Design histories through and from sources

After over four years of publication (the first issue came out in March 2013), AIS/Design. Storia e Ricerche celebrates its tenth issue by again featuring – following a series of monograph issues – research studies covering a range of themes. Yet in this case, there is a common thread tying the heterogeneous topics together: methodological considerations on the study and use of primary sources.

As we wrote in the call we launched a year ago, we felt it was appropriate to focus attention back on the historian’s primary working tools, sources and archives, at a time in which we are witnessing an apparently contradictory set of phenomena and trends in the field of historical elaboration and analysis.

While on the one hand, we observe that the narrative dimension is beginning to prevail in the ways that historical events are reconstructed and presented to the public, in a search for greater legibility and a more immediate and emotional involvement of the reader, on the other hand, the relationship with the sources has been immeasurably transformed and enriched, at least in terms of power, by digital technology in particular, which is contributing new tools and stimuli to research work. Offering access to a greater quantity and variety of sources, the digital remediation of documents and materials of various kinds, generated on different types of media, opens new possibilities for exploring and using them, but also calls for a reflection on their interpretation.

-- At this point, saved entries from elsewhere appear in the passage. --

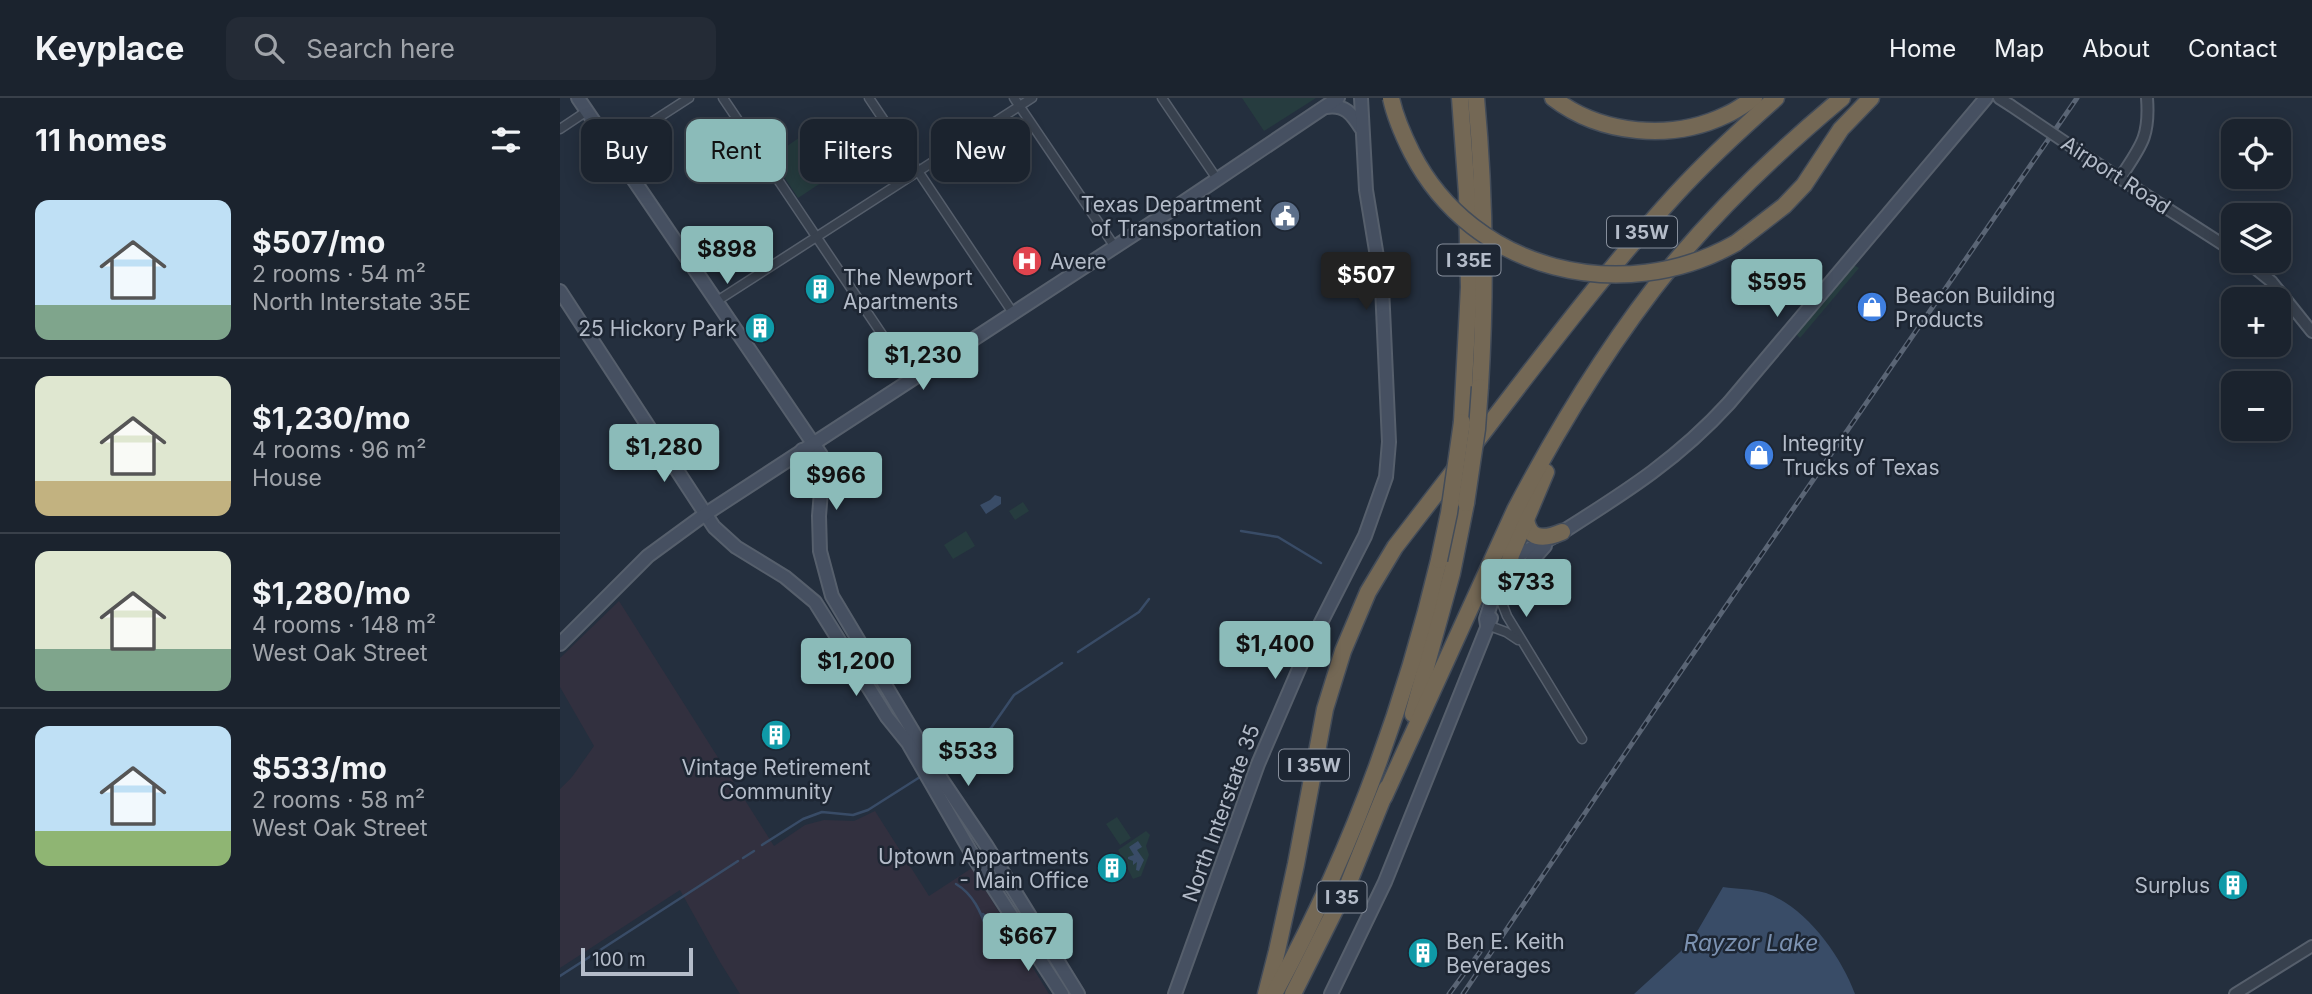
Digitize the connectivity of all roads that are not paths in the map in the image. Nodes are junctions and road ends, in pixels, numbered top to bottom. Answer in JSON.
{"nodes":[{"id":1,"x":579,"y":98,"type":"edge"},
{"id":2,"x":690,"y":98,"type":"edge"},
{"id":3,"x":723,"y":98,"type":"edge"},
{"id":4,"x":869,"y":98,"type":"edge"},
{"id":5,"x":1032,"y":98,"type":"edge"},
{"id":6,"x":1162,"y":98,"type":"edge"},
{"id":7,"x":1338,"y":98,"type":"edge"},
{"id":8,"x":1361,"y":98,"type":"edge"},
{"id":9,"x":1391,"y":98,"type":"edge"},
{"id":10,"x":1460,"y":98,"type":"edge"},
{"id":11,"x":1476,"y":98,"type":"edge"},
{"id":12,"x":1553,"y":98,"type":"edge"},
{"id":13,"x":1754,"y":98,"type":"edge"},
{"id":14,"x":1776,"y":98,"type":"edge"},
{"id":15,"x":1842,"y":98,"type":"edge"},
{"id":16,"x":1871,"y":98,"type":"edge"},
{"id":17,"x":1986,"y":98,"type":"edge"},
{"id":18,"x":1999,"y":98,"type":"edge"},
{"id":19,"x":2147,"y":98,"type":"edge"},
{"id":20,"x":1017,"y":102,"type":"edge"},
{"id":21,"x":1323,"y":107,"type":"junction"},
{"id":22,"x":587,"y":110,"type":"junction"},
{"id":23,"x":593,"y":119,"type":"edge"},
{"id":24,"x":657,"y":119,"type":"edge"},
{"id":25,"x":560,"y":129,"type":"edge"},
{"id":26,"x":1363,"y":129,"type":"junction"},
{"id":27,"x":918,"y":172,"type":"junction"},
{"id":28,"x":2120,"y":178,"type":"junction"},
{"id":29,"x":1217,"y":179,"type":"junction"},
{"id":30,"x":636,"y":182,"type":"edge"},
{"id":31,"x":817,"y":237,"type":"junction"},
{"id":32,"x":2221,"y":243,"type":"edge"},
{"id":33,"x":1115,"y":247,"type":"junction"},
{"id":34,"x":2261,"y":273,"type":"edge"},
{"id":35,"x":560,"y":291,"type":"edge"},
{"id":36,"x":717,"y":302,"type":"junction"},
{"id":37,"x":1013,"y":313,"type":"junction"},
{"id":38,"x":1625,"y":329,"type":"junction"},
{"id":39,"x":2312,"y":332,"type":"edge"},
{"id":40,"x":912,"y":379,"type":"junction"},
{"id":41,"x":814,"y":442,"type":"junction"},
{"id":42,"x":802,"y":450,"type":"junction"},
{"id":43,"x":821,"y":489,"type":"junction"},
{"id":44,"x":704,"y":515,"type":"junction"},
{"id":45,"x":1526,"y":516,"type":"junction"},
{"id":46,"x":1562,"y":532,"type":"junction"},
{"id":47,"x":1509,"y":561,"type":"junction"},
{"id":48,"x":1502,"y":595,"type":"junction"},
{"id":49,"x":832,"y":596,"type":"junction"},
{"id":50,"x":815,"y":602,"type":"junction"},
{"id":51,"x":1487,"y":625,"type":"junction"},
{"id":52,"x":560,"y":644,"type":"edge"},
{"id":53,"x":1525,"y":648,"type":"junction"},
{"id":54,"x":1582,"y":739,"type":"dead end"},
{"id":55,"x":1384,"y":797,"type":"junction"},
{"id":56,"x":2312,"y":946,"type":"edge"},
{"id":57,"x":1062,"y":994,"type":"edge"},
{"id":58,"x":1078,"y":994,"type":"edge"},
{"id":59,"x":1175,"y":994,"type":"edge"},
{"id":60,"x":1266,"y":994,"type":"edge"},
{"id":61,"x":1275,"y":994,"type":"edge"},
{"id":62,"x":1293,"y":994,"type":"edge"},
{"id":63,"x":1331,"y":994,"type":"edge"},
{"id":64,"x":2235,"y":994,"type":"edge"}],
"edges":[{"from":1,"to":22,"type":"main road"},
{"from":2,"to":24,"type":"street"},
{"from":3,"to":31,"type":"street"},
{"from":4,"to":27,"type":"street"},
{"from":5,"to":20,"type":"street"},
{"from":6,"to":29,"type":"street"},
{"from":7,"to":21,"type":"main road"},
{"from":8,"to":26,"type":"main road","name":"North Interstate 35"},
{"from":9,"to":16,"type":"highway","bridge":true},
{"from":10,"to":61,"type":"highway","number":"I 35E","bridge":true},
{"from":11,"to":55,"type":"highway","number":"I 35E","bridge":true},
{"from":12,"to":13,"type":"highway"},
{"from":14,"to":60,"type":"highway","number":"I 35W"},
{"from":15,"to":38,"type":"highway","number":"I 35W"},
{"from":17,"to":46,"type":"main road"},
{"from":18,"to":28,"type":"street","name":"Airport Road","bridge":true},
{"from":19,"to":28,"type":"street"},
{"from":20,"to":27,"type":"street"},
{"from":20,"to":33,"type":"street"},
{"from":21,"to":26,"type":"main road"},
{"from":21,"to":29,"type":"main road"},
{"from":22,"to":23,"type":"main road"},
{"from":22,"to":25,"type":"street"},
{"from":26,"to":59,"type":"main road","name":"North Interstate 35"},
{"from":27,"to":31,"type":"street"},
{"from":27,"to":37,"type":"street"},
{"from":28,"to":32,"type":"street","name":"Airport Road"},
{"from":29,"to":33,"type":"main road"},
{"from":30,"to":36,"type":"main road"},
{"from":31,"to":36,"type":"street"},
{"from":31,"to":40,"type":"street"},
{"from":33,"to":37,"type":"main road"},
{"from":34,"to":39,"type":"street"},
{"from":35,"to":44,"type":"main road"},
{"from":36,"to":41,"type":"main road"},
{"from":37,"to":40,"type":"main road"},
{"from":38,"to":45,"type":"highway"},
{"from":38,"to":55,"type":"highway","number":"I 35W"},
{"from":40,"to":41,"type":"main road"},
{"from":41,"to":42,"type":"main road"},
{"from":41,"to":43,"type":"main road"},
{"from":42,"to":43,"type":"main road"},
{"from":42,"to":44,"type":"main road"},
{"from":43,"to":49,"type":"main road"},
{"from":44,"to":50,"type":"main road"},
{"from":44,"to":52,"type":"main road"},
{"from":45,"to":46,"type":"highway"},
{"from":45,"to":47,"type":"highway"},
{"from":46,"to":47,"type":"main road"},
{"from":46,"to":48,"type":"main road"},
{"from":47,"to":48,"type":"highway"},
{"from":47,"to":51,"type":"main road"},
{"from":48,"to":51,"type":"main road"},
{"from":48,"to":53,"type":"street"},
{"from":49,"to":50,"type":"main road"},
{"from":49,"to":58,"type":"main road"},
{"from":50,"to":57,"type":"main road"},
{"from":51,"to":53,"type":"street"},
{"from":51,"to":63,"type":"main road"},
{"from":53,"to":54,"type":"street"},
{"from":55,"to":62,"type":"highway","number":"I 35"},
{"from":56,"to":64,"type":"street"}]}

This is a time in which historians are advancing across an expanded geography of resources, a landscape of sources ranging from specificity to uniformity in which the challenge, at least for design history, of diversifying the tools and more significantly the methodologies, remains to be clarified and addressed. The questions of method most certainly concern the nature of the digital sources – both those produced by a process of digitization and native digital sources – but the debate also touches upon other typologies of sources that are relatively less attended to, or better, not yet systemized by the historiography of design, such as oral sources, the characteristics of which are quite different from linguistic and written media, or audio or video recordings.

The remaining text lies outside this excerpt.